→ **REQUIREMENT**
A single number is the whole answer: the tally of lines in the data below that include the word "EAST".
%%
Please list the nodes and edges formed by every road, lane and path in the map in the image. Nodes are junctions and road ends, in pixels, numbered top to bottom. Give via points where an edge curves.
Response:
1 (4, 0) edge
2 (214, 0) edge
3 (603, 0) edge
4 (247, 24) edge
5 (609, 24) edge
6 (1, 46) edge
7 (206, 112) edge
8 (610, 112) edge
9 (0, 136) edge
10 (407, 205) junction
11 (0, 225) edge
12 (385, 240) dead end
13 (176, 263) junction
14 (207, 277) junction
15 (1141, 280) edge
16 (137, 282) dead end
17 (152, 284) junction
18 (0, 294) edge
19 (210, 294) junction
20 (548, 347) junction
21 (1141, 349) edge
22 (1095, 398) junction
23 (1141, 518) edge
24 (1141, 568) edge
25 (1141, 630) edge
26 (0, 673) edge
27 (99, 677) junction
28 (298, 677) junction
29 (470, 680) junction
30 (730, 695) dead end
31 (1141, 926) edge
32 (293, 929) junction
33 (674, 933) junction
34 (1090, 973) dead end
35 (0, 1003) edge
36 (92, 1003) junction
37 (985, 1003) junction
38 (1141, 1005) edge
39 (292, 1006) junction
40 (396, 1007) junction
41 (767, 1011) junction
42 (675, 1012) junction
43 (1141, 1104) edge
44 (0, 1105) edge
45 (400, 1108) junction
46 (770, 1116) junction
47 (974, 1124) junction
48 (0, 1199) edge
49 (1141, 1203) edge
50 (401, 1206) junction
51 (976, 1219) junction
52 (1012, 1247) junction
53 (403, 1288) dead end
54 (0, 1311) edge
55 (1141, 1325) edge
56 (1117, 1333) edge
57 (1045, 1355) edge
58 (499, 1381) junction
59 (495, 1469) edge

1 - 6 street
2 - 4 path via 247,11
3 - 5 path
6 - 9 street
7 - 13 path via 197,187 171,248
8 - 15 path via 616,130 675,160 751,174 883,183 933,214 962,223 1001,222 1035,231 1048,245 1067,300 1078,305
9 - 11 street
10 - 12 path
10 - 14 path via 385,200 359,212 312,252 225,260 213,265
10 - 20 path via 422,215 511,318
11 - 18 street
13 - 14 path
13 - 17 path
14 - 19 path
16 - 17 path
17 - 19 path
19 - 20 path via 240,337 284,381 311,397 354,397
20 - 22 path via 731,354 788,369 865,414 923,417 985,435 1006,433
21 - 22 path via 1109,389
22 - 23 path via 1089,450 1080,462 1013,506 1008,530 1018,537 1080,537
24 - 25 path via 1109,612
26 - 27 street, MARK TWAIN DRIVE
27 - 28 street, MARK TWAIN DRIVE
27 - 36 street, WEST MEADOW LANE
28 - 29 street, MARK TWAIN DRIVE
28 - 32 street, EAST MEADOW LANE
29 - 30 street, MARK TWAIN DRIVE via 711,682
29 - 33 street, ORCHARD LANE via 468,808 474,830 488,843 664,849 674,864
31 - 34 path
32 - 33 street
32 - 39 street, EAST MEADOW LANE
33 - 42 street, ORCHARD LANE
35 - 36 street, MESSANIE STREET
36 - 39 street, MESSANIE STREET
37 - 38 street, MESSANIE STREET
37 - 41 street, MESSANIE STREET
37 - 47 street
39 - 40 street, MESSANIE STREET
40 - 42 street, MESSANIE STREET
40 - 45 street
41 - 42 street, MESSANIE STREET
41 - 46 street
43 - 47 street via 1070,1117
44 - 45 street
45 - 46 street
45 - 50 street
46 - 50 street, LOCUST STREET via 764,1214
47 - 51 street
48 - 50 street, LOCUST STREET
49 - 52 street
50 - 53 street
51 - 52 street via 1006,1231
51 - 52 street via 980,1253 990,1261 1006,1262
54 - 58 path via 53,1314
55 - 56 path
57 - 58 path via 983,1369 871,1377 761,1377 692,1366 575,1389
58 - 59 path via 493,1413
%%
→ **RESPONSE FOR THIS EXERCISE**
2